In the news

Highlights of UBC media coverage in March 2012

UBC athletics

T-Birds win national titles

The UBC Thunderbirds made headlines in the Globe and Mail, Canadian Press, the Vancouver Sun and the Province this month after winning national championships.

UBC women and men’s swim teams swept the Canadian Interuniversity Sport (CIS) championships at the end of February. Swimmers Savannah King and Tommy Gossland won the most valuable athlete awards. The Thunderbirds won their fifth-straight CIS women’s volleyball title and player Lisa Barclay was named the tournament’s most valuable player. Kyla Richey became the third consecutive women’s volleyball player to win the CIS player of the year award in the sport. The women’s basketball team took silver in the CIS championships after winning the Canada West conference title.

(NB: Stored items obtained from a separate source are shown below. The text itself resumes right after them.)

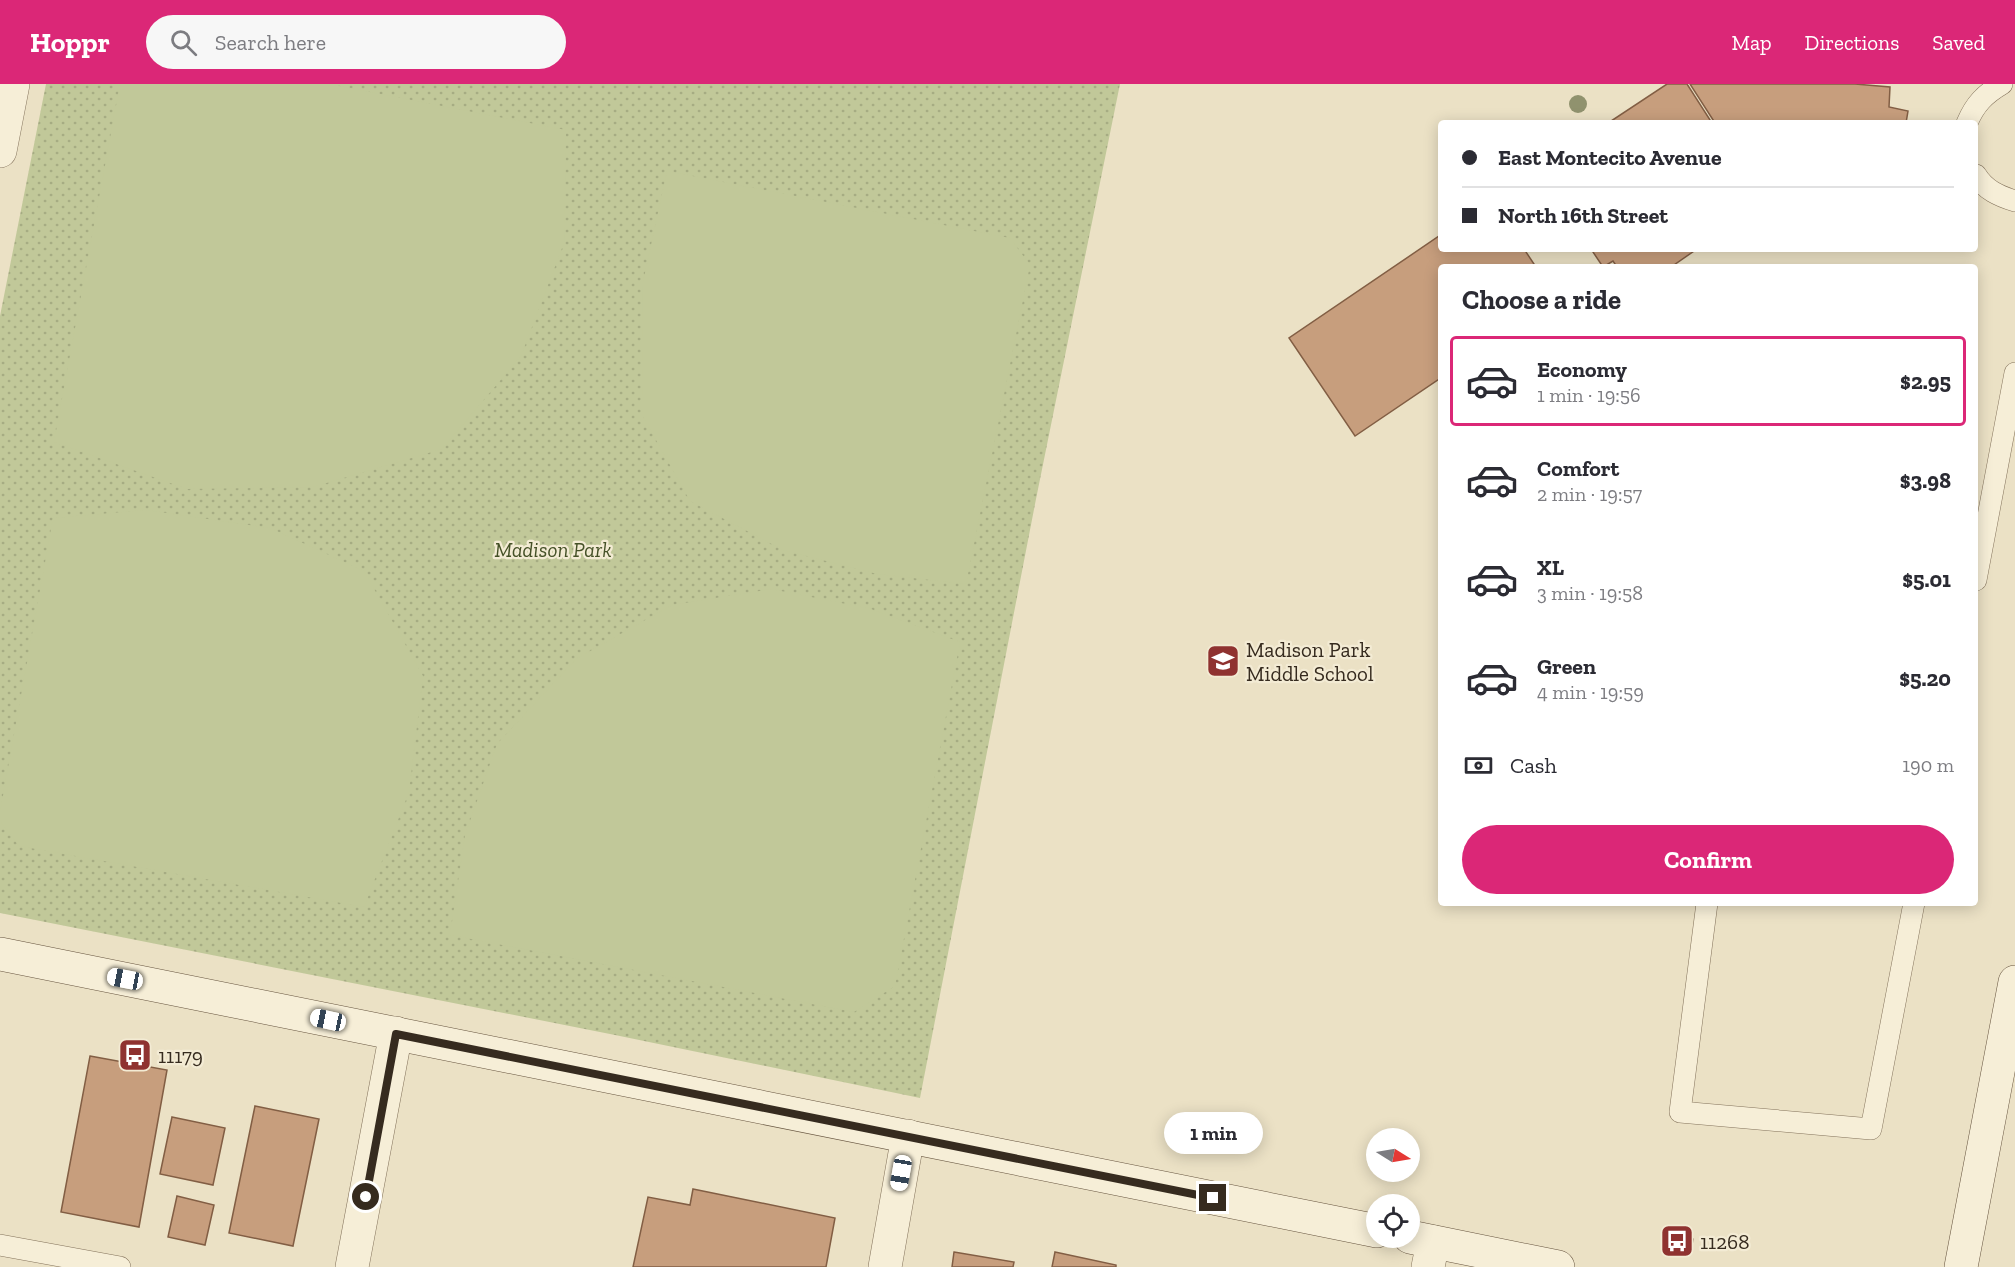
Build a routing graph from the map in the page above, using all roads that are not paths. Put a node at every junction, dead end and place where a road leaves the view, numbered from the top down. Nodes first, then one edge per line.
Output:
1 (13, 84) edge
2 (2002, 84) edge
3 (1968, 120) edge
4 (0, 151) edge
5 (1978, 178) edge
6 (2015, 201) edge
7 (2015, 373) edge
8 (1978, 569) edge
9 (1707, 906) edge
10 (1913, 906) edge
11 (0, 954) edge
12 (2015, 982) edge
13 (396, 1034) junction
14 (908, 1136) junction
15 (1366, 1229) edge
16 (0, 1245) edge
17 (1424, 1249) edge
18 (88, 1264) edge
19 (120, 1267) edge
20 (352, 1267) edge
21 (885, 1267) edge
22 (1558, 1267) edge
23 (1961, 1267) edge

1 - 4 main road
2 - 3 lane
5 - 6 lane
7 - 8 lane
9 - 10 lane
11 - 13 main road
12 - 23 main road
13 - 14 main road
13 - 20 main road
14 - 15 main road
14 - 21 main road
16 - 18 lane
17 - 22 main road
18 - 19 lane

Men’s hockey head coach Milan Dragicevic was named the Canada West Coach of the Year. Hash Kanjee, the head coach of the women’s field hockey, announced he was retiring after 19 seasons.

University news

Jewellery by Bill Reid  donated to UBC

Sydney Friedman and his late wife Constance Livingstone-Friedman, founding members of UBC’s Faculty of Medicine, have donated an important collection of early works by Canadian Haida artist Bill Reid to UBC’s Museum of Anthropology.

The works have been installed in MOA’s Bill Reid Rotunda, reported the Globe and Mail, the Vancouver Sun, the Province and the Georgia Straight.

James Cook relic at MOA

A rare ceremonial club, given to Captain James Cook in 1778 from the Nuu-chah-nulth people of Vancouver Island’s west coast, was donated to UBC’s Museum of Anthropology by the Audain Foundation. The club is the last remaining object from Captain Cook’s personal collection, reported the CBC, Globe and Mail, Global, Vancouver Sun and others.

Moving up

According to the 2012 Times Higher Education Reputation Rankings, UBC now ranks 25th among the top 100 universities on the planet. UBC jumped up six spots from last year’s 31st, reported Bloomberg Businessweek, Global, the Huffington Post, the Vancouver Sun, and Maclean’s OnCampus.

UBC RESEARCH

Youngest in class  misdiagnosed with ADHD

The youngest children in a class are more likely to be diagnosed with attention deficit hyperactivity disorder (ADHD) and treated with medication than their older classmates, suggests a new UBC study, reported Time, the Telegraph, CNN, CBS News, the Globe and Mail, CBC’s The National, and many others.

Lead author Richard Morrow and his colleagues found that children born in December were 39 per cent more likely to be diagnosed with ADHD and 48 per cent more likely to be taking medication to treat it than children in the same class born in January.

Medically prescribed heroin more effective, less costly than current methadone treatment

The Daily Mail, CBS, Globe and Mail, the Canadian Press, and many other media outlets reported on a UBC study, drawn from the North American Opiate Medication Initiative (NAOMI), that suggests it might be cheaper and more effective to treat heroin addicts with medically-prescribed heroin, known as diacetylmorphine, instead of methadone.

“Our model indicated that diacetylmorphine would decrease societal costs, largely by reducing costs associated with crime, and would increase both the duration and quality of life of treatment recipients,” said  Dr. Aslam Anis, professor at the UBC School of Population and Public Health who led the research.

“The question I get most about heroin-assisted therapy is whether we can afford the increased direct costs of the treatment,” said study co-author  Dr. Martin Schechter, a professor at UBC’s School of Population and Public Health. “What this study shows is that the more appropriate question is whether we can afford not to.”